Saved data entries:
┄┄┄┄┄┄┄┄┄┄
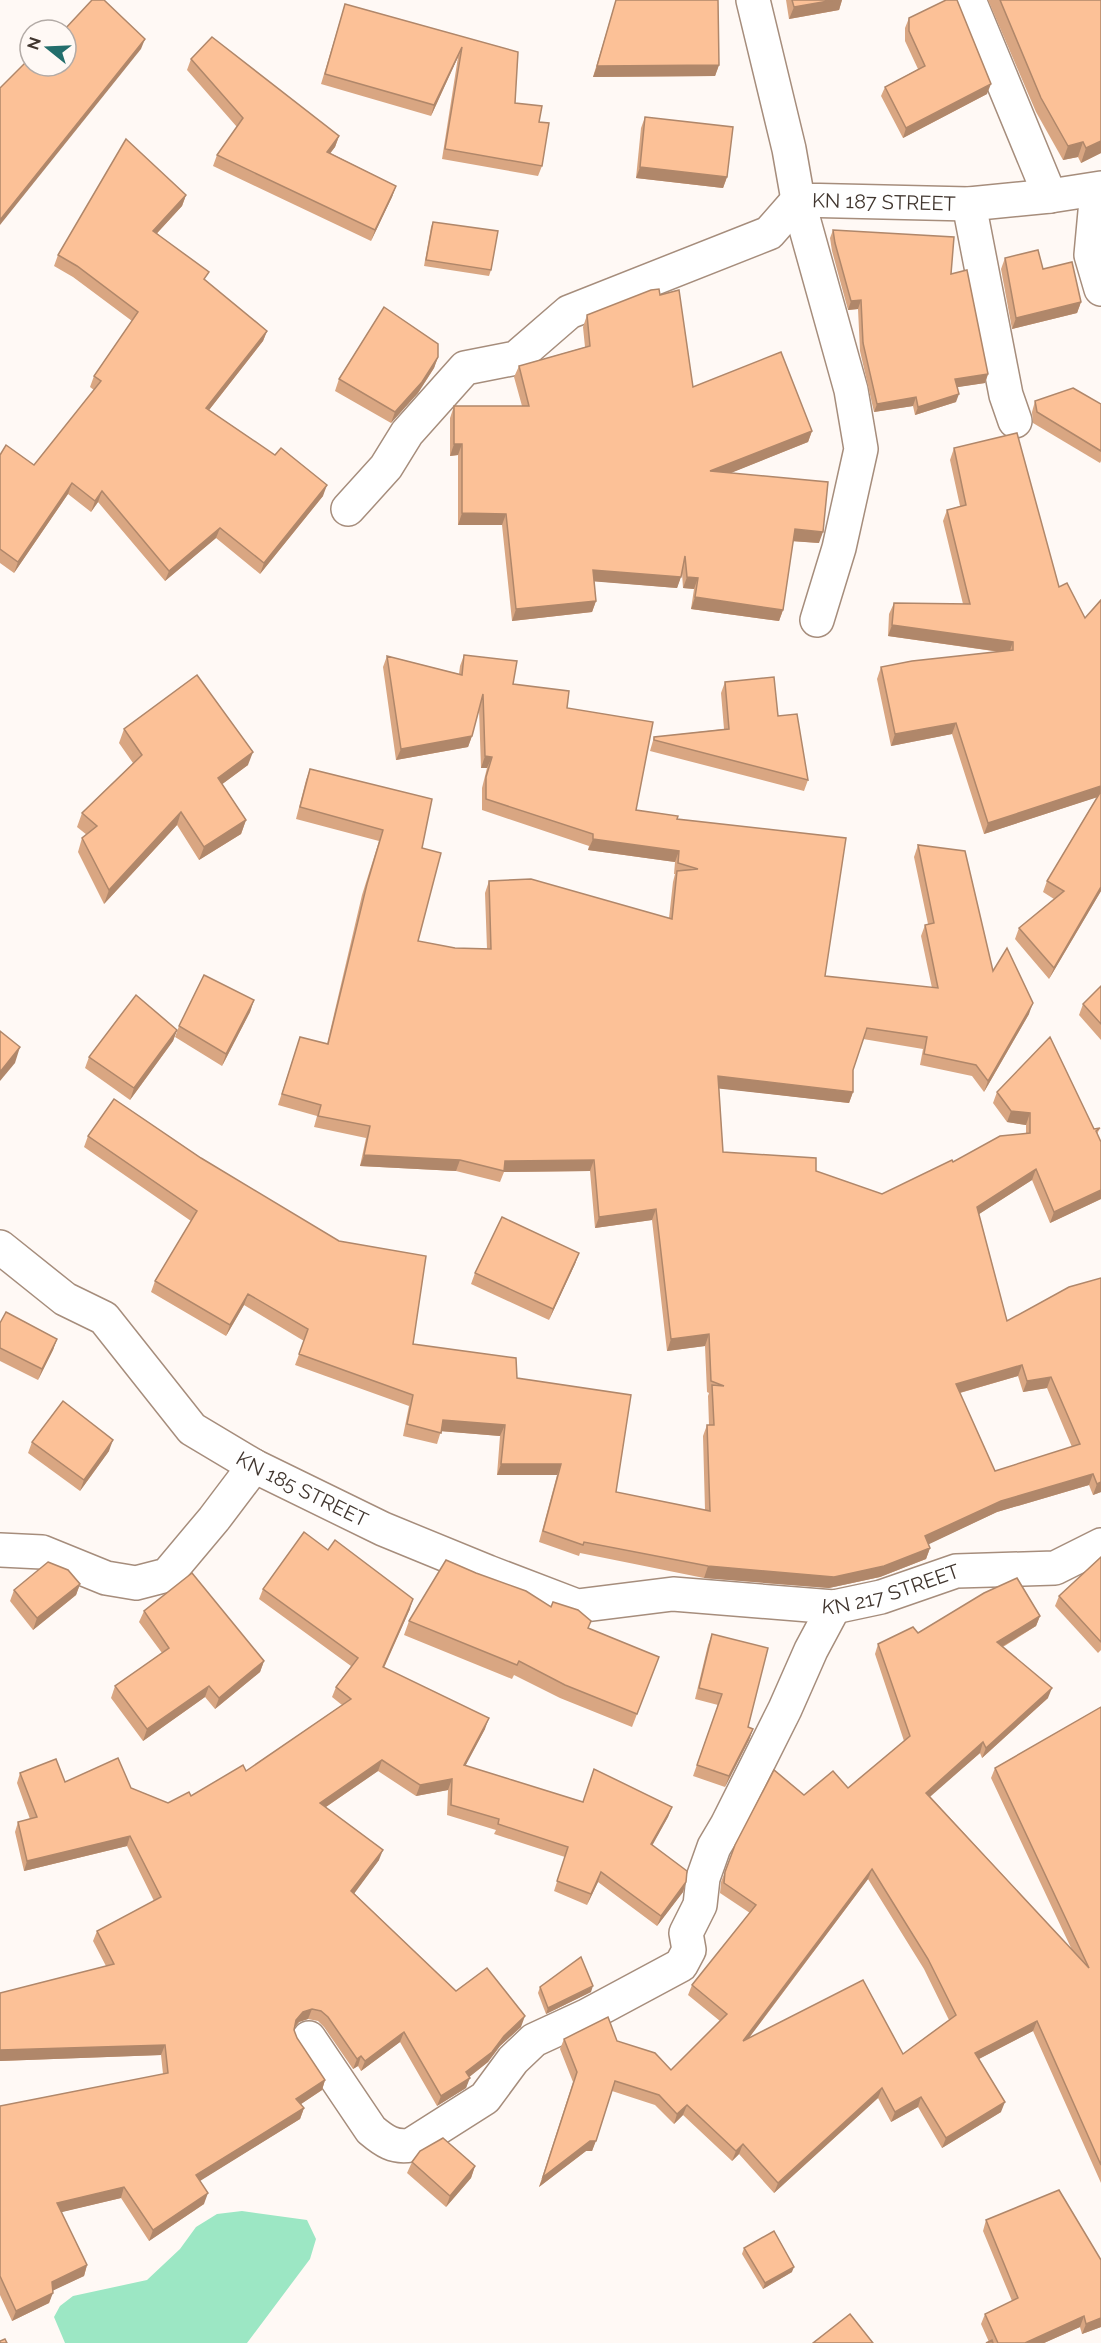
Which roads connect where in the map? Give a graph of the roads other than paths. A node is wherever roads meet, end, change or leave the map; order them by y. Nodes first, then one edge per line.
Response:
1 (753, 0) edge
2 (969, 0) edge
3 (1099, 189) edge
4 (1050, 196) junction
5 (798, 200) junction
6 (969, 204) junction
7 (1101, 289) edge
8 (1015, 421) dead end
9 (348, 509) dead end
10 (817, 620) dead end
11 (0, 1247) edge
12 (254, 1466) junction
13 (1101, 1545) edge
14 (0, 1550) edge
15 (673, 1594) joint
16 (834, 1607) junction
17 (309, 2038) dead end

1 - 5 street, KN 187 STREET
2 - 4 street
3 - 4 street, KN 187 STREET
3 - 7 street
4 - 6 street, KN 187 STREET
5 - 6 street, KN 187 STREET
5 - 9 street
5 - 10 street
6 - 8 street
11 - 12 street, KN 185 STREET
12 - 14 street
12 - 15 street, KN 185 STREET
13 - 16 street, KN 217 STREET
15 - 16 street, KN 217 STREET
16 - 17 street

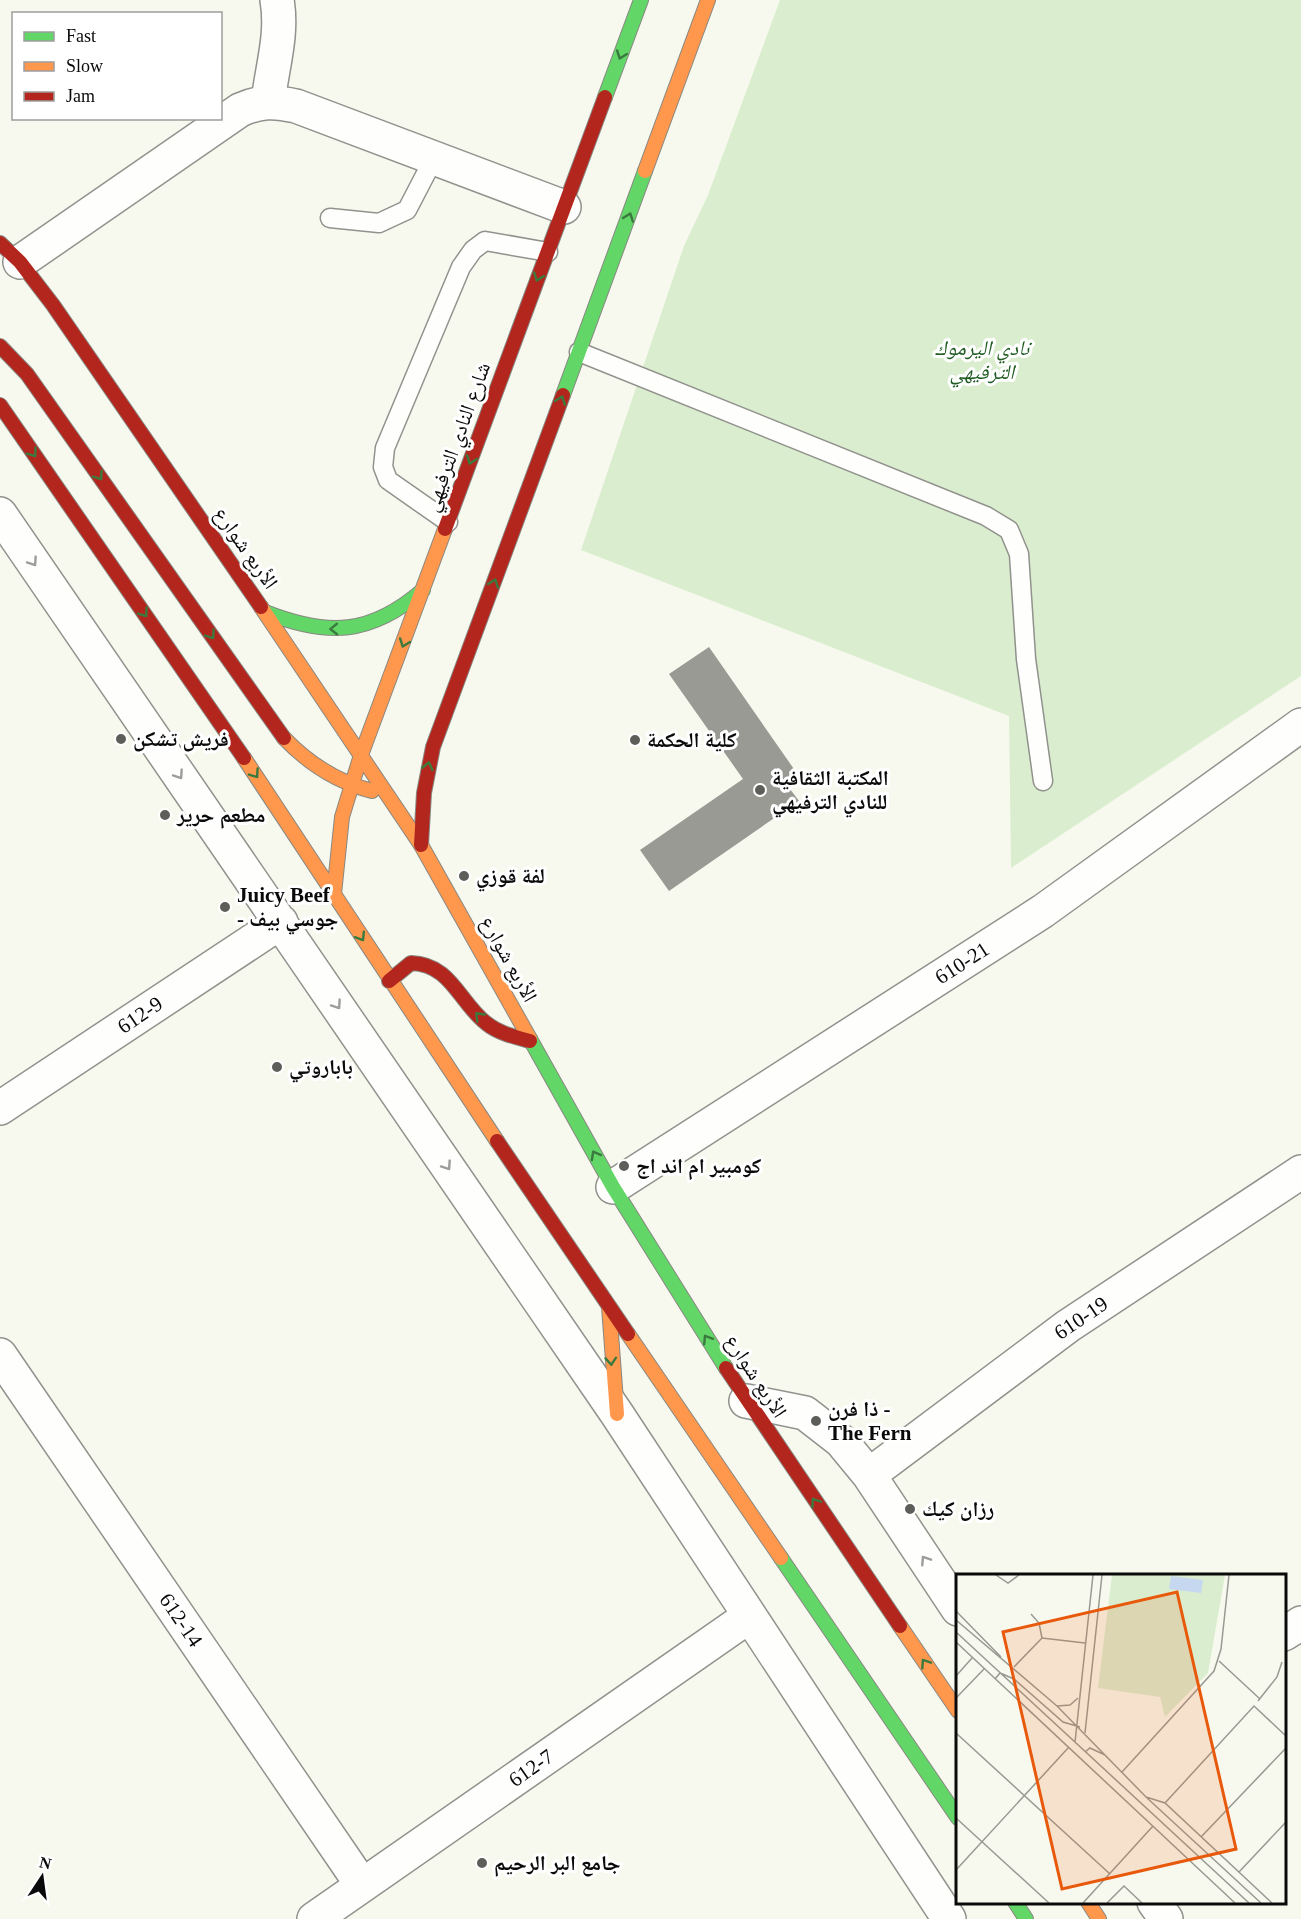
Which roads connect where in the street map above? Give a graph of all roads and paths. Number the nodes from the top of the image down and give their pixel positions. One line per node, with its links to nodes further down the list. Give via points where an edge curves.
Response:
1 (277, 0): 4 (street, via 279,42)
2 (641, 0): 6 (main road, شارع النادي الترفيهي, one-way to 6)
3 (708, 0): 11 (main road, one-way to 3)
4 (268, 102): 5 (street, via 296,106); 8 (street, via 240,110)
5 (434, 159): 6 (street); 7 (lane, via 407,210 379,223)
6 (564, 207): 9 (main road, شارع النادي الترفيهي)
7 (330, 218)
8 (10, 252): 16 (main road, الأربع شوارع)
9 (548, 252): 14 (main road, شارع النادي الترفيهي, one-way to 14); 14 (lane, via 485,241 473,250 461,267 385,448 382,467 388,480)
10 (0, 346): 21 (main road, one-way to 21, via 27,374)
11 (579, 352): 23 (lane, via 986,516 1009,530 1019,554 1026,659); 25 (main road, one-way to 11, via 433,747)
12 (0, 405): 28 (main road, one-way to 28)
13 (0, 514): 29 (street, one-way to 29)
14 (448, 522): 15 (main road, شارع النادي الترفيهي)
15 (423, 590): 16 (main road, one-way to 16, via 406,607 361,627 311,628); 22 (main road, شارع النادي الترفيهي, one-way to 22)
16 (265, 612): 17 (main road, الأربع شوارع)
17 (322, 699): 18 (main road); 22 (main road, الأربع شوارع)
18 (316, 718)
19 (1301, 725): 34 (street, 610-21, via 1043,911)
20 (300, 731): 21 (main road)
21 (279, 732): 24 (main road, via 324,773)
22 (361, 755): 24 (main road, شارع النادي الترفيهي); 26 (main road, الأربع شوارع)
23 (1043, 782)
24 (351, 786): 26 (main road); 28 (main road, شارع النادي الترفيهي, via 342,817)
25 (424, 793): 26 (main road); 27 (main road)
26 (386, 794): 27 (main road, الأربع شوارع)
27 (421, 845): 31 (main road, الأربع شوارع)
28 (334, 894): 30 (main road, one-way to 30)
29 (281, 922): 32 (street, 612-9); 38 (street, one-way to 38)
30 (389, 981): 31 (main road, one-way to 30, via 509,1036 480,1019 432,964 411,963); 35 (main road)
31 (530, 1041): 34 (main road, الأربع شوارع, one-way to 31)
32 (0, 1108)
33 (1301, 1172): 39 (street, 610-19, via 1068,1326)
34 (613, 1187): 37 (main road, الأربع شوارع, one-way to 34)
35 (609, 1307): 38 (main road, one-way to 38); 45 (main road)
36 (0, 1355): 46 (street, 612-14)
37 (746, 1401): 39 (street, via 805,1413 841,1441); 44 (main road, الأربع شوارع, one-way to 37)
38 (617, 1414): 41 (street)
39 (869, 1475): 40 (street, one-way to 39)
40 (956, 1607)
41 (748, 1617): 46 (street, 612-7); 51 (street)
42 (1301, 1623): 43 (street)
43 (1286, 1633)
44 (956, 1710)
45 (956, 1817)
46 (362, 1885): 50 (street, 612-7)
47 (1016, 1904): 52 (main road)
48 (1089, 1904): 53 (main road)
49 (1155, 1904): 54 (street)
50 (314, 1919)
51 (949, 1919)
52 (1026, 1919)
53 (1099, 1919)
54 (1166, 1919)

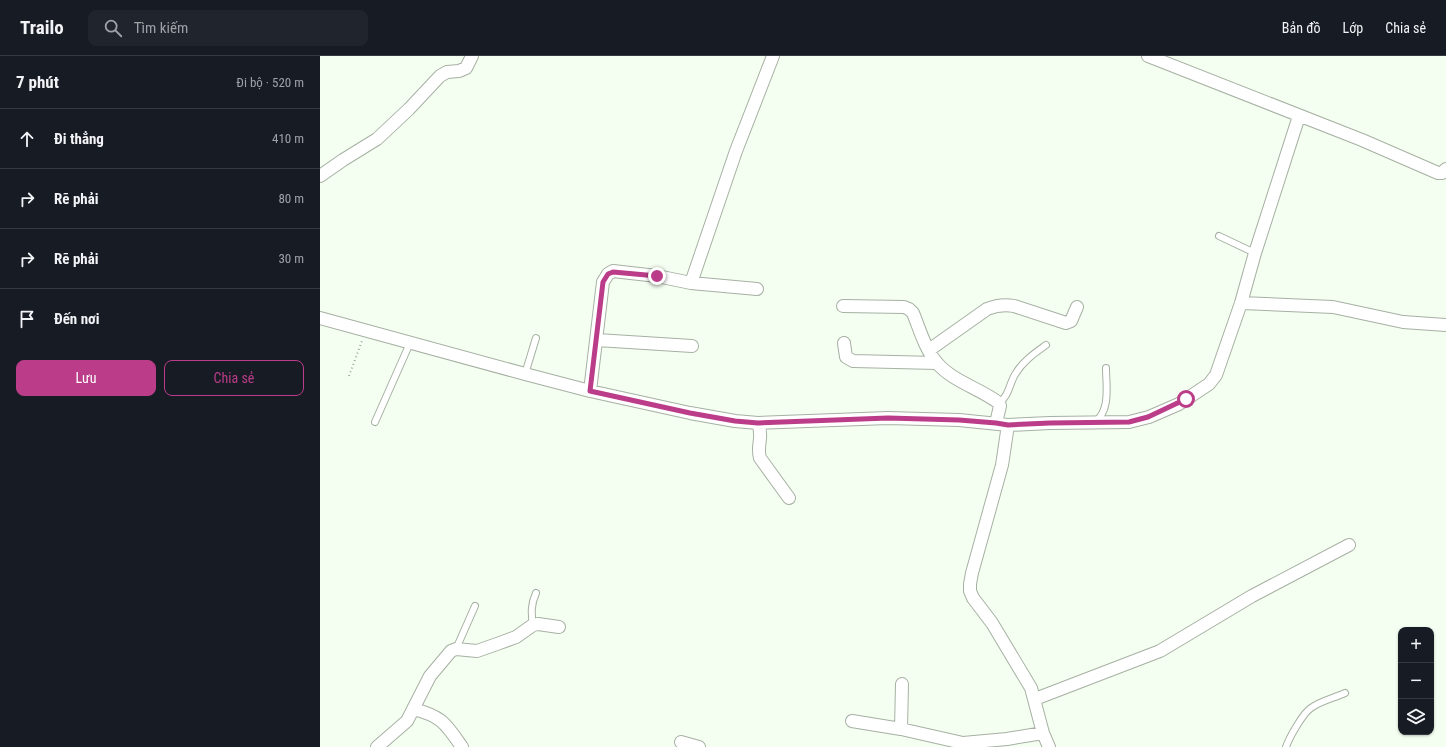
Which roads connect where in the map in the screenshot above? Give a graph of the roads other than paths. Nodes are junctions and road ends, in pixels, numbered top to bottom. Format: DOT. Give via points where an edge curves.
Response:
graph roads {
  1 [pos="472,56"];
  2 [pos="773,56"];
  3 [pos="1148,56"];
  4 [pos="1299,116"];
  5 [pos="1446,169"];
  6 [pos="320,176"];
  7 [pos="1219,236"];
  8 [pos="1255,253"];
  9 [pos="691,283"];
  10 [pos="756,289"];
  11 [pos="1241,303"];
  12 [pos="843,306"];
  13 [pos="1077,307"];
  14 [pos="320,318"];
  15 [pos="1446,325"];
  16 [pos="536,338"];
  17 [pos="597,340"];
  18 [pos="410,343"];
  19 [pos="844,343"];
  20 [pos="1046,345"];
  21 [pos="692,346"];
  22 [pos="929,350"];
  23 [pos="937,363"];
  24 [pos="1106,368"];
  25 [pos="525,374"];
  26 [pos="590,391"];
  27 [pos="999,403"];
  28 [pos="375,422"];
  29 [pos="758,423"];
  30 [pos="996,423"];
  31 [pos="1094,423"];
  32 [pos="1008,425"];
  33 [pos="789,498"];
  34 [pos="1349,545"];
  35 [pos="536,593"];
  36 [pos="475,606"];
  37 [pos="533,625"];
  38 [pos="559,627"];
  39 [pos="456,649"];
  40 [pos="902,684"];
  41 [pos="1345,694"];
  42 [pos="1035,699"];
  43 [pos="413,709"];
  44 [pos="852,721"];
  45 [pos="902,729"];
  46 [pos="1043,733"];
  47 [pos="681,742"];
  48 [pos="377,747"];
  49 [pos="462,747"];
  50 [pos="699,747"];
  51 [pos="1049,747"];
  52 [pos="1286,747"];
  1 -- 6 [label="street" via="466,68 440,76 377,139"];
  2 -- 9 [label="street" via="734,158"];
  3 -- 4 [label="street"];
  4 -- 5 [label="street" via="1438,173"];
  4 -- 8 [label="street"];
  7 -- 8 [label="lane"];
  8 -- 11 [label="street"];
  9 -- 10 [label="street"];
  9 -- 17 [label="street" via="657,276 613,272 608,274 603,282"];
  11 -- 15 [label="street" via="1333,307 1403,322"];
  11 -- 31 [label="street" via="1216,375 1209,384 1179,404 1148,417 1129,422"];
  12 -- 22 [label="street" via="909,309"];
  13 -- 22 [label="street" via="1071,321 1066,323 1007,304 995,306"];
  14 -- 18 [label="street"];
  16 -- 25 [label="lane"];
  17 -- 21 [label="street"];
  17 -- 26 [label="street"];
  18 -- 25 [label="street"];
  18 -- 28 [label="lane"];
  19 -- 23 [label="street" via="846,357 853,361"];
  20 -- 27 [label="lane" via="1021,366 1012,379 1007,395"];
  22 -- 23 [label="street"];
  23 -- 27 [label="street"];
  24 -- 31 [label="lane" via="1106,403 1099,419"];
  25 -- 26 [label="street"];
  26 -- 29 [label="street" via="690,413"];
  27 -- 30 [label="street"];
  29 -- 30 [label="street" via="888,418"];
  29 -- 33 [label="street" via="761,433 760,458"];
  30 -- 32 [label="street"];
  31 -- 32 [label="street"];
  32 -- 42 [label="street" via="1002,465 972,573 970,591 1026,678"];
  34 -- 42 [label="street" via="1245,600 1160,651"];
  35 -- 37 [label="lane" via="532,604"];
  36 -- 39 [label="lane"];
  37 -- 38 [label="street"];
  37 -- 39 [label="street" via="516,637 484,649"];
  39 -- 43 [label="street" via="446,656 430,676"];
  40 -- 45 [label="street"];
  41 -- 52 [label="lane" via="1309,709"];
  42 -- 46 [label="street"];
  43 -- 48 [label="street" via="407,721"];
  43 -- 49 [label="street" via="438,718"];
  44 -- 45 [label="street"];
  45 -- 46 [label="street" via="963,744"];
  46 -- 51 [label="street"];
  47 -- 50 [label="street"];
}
┄┄┄┄┄┄┄┄┄┄
Work instruction -> Filter the records above and return every line that holds the word "connect".

Task answer ->
Which roads connect where in the map? Give a graph of the roads other than paths. A node is wherever roads meet, end, change or leave the map; order them by y. Nodes first, then one edge per line.
Which roads connect where in the street map above? Give a graph of all roads and paths. Number the nodes from the top of the image down and give their pixel positions. One line per node, with its links to nodes further down the list. Give via points where an edge curves.
Which roads connect where in the map in the screenshot above? Give a graph of the roads other than paths. Nodes are junctions and road ends, in pixels, numbered top to bottom. Format: DOT. Give via points where an edge curves.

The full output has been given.